Complete step by step solution:
Trigonometric function defines the function of the angle between the two sides. It gives us the relation between the angles sides of the right-angle triangle and angles. These trigonometric functions also have different trigonometric identities which help in simplifying equations.
Given is the equation we need to prove
$\dfrac{{{{\sin }^2}x}}{{1 - \cos x}} = 1 + \cos x$
So, on solving the left-hand side
\[\dfrac{{{{\sin }^2}x}}{{1 - \cos x}}\]
So now by applying the trigonometric identity which is given below,
\[{\sin ^2}x + {\cos ^2}x = 1\]
Therefore, by shifting the term of cosine function on the other side.

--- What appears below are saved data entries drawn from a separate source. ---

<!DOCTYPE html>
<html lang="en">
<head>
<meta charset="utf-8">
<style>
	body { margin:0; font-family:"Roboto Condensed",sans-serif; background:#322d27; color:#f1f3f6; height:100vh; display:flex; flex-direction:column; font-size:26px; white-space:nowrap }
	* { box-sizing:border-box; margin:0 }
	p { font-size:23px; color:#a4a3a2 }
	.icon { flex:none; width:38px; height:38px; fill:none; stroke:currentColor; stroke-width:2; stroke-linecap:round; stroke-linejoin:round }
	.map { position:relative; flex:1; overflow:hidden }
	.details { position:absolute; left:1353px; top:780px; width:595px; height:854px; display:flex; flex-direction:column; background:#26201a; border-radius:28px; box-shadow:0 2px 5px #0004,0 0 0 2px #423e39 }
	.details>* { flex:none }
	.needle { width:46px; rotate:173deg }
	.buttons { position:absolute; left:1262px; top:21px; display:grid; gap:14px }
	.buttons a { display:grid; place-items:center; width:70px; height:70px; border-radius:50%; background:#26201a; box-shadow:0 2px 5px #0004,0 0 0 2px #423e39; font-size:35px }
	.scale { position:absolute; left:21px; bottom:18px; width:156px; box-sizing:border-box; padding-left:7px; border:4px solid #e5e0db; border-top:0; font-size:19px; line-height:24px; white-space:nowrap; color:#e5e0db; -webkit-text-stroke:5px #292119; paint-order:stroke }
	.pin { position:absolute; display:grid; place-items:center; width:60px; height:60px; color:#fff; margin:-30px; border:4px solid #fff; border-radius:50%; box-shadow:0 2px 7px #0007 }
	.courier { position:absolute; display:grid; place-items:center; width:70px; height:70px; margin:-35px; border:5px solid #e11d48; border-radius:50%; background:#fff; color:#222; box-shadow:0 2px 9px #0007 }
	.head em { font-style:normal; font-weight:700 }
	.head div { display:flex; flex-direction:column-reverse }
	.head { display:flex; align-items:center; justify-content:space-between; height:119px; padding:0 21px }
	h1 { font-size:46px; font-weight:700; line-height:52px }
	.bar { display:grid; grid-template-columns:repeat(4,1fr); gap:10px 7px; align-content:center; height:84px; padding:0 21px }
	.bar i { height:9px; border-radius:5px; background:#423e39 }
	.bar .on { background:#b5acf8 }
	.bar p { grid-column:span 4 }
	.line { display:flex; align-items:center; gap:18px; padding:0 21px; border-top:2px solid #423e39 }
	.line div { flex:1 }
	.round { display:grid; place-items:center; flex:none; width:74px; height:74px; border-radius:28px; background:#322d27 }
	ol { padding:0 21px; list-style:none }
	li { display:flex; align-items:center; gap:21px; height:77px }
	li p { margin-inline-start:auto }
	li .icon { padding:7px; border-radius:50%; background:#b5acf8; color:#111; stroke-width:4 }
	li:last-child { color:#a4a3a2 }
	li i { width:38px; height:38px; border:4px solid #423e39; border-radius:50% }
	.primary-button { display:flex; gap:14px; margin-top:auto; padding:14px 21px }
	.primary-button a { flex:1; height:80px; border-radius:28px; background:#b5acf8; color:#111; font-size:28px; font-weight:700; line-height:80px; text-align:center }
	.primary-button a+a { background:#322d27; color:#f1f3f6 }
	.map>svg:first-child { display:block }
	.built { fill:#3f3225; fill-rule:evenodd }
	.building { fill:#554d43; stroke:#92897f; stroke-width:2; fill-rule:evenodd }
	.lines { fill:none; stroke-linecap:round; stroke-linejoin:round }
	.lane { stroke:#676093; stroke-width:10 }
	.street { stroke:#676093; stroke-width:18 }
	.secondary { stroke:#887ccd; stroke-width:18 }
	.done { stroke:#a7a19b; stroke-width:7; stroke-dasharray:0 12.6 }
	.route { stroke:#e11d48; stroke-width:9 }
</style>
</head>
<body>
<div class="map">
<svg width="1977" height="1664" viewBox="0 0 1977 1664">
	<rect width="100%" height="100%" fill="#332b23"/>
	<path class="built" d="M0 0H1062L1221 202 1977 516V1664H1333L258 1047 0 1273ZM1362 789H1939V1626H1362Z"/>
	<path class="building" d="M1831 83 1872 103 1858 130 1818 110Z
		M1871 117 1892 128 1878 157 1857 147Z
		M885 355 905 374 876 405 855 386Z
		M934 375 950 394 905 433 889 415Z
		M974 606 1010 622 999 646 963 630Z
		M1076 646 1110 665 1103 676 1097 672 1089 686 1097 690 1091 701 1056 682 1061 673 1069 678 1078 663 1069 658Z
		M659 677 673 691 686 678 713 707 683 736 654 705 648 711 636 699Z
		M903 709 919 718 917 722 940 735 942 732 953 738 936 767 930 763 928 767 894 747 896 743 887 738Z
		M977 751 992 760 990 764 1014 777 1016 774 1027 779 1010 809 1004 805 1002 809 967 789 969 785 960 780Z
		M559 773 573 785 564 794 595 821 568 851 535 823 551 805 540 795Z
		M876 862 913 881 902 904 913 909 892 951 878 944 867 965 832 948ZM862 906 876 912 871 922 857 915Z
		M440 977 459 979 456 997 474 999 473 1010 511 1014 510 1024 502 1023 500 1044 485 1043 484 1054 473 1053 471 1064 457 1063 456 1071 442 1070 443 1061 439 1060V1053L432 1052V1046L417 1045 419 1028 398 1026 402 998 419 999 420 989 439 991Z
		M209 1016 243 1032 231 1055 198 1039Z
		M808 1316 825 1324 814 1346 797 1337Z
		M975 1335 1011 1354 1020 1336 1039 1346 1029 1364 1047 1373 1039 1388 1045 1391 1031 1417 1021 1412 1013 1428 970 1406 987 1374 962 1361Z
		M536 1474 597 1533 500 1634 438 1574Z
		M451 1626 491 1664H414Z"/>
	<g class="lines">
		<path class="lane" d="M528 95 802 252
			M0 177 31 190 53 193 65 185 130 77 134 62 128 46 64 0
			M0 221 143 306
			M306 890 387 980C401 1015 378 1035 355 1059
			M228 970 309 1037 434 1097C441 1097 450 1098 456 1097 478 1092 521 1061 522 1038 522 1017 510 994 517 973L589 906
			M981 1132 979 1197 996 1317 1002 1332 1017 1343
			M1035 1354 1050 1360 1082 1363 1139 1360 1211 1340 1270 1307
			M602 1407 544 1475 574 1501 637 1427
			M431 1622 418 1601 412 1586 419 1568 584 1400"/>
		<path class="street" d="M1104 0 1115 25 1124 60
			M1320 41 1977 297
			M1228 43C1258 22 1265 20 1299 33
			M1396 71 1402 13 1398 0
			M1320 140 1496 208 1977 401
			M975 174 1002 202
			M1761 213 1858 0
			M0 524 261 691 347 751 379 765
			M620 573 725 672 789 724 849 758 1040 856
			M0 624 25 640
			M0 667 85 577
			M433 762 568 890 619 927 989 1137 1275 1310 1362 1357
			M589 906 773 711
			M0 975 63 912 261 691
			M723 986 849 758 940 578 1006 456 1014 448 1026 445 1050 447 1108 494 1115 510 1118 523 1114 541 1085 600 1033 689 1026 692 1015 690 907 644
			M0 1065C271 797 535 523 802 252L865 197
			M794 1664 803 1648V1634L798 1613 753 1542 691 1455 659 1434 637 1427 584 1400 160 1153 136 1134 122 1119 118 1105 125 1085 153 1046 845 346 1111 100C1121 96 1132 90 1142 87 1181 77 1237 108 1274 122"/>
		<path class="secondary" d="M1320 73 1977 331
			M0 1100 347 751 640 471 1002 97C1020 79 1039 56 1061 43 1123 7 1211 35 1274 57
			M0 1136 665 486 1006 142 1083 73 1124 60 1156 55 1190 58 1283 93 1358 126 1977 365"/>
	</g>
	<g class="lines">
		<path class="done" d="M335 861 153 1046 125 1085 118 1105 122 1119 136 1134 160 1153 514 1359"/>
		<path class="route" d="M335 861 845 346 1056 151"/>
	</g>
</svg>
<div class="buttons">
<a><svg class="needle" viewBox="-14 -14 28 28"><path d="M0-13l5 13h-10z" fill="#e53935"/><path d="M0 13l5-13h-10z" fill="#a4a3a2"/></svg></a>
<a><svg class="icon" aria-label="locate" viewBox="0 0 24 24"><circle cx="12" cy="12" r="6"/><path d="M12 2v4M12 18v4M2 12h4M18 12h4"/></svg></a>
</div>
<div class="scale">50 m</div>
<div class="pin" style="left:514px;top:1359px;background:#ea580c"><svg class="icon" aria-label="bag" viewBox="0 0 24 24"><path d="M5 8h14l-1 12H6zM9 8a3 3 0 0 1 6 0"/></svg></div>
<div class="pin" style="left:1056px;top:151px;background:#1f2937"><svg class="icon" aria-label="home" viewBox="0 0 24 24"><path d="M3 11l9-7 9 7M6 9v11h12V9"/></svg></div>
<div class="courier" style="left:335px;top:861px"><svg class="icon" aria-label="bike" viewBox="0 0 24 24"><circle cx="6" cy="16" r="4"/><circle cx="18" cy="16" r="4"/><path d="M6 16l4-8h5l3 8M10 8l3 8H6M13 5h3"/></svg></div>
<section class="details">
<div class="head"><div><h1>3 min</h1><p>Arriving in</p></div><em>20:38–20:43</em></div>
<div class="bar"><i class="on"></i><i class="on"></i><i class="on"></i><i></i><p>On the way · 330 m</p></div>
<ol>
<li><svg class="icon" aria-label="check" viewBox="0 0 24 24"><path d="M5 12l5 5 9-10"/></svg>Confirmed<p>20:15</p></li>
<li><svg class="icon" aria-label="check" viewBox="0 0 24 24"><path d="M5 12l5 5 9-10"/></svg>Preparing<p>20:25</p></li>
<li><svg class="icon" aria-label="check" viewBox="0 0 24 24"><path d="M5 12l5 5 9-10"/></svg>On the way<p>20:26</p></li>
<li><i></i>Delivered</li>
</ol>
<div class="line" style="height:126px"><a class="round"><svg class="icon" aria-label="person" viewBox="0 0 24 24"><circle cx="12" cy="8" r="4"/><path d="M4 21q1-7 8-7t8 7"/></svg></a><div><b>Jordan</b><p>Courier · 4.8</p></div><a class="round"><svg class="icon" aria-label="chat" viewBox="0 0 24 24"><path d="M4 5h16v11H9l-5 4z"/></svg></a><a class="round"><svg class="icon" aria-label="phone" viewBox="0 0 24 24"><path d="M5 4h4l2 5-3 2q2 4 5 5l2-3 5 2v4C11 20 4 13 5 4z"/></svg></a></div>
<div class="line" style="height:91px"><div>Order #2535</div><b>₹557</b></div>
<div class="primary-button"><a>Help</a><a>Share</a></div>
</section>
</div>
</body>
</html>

\[{\sin ^2}x = 1 - {\cos ^2}x\]
\[\dfrac{{1 - {{\cos }^2}x}}{{1 - \cos x}}\]
Now by applying the formula of difference of two terms in the numerator we write in the below given form:
\[{a^2} - {b^2} = \left( {a + b} \right)\left( {a - b} \right)\]
Now by applying the above formula we get,
\[\dfrac{{\left( {1 + \cos x} \right)\left( {1 - \cos x} \right)}}{{1 - \cos x}}\]
By cancelling out common terms in the numerator and denominator we get,
\[\left( {1 + \cos x} \right)\]
Therefore, the above term we get is equal to the terms on the right-hand side in the above given question. Hence the above equation is proved.

Note: An important thing to note is that the trigonometric identity is actually a Pythagorean identity. Pythagora's trigonometric identity is also called with another name as the Pythagorean identity.It is an identity expressing the Pythagorean theorem in terms of trigonometric functions. It explains the basic relation between sine and cosine function.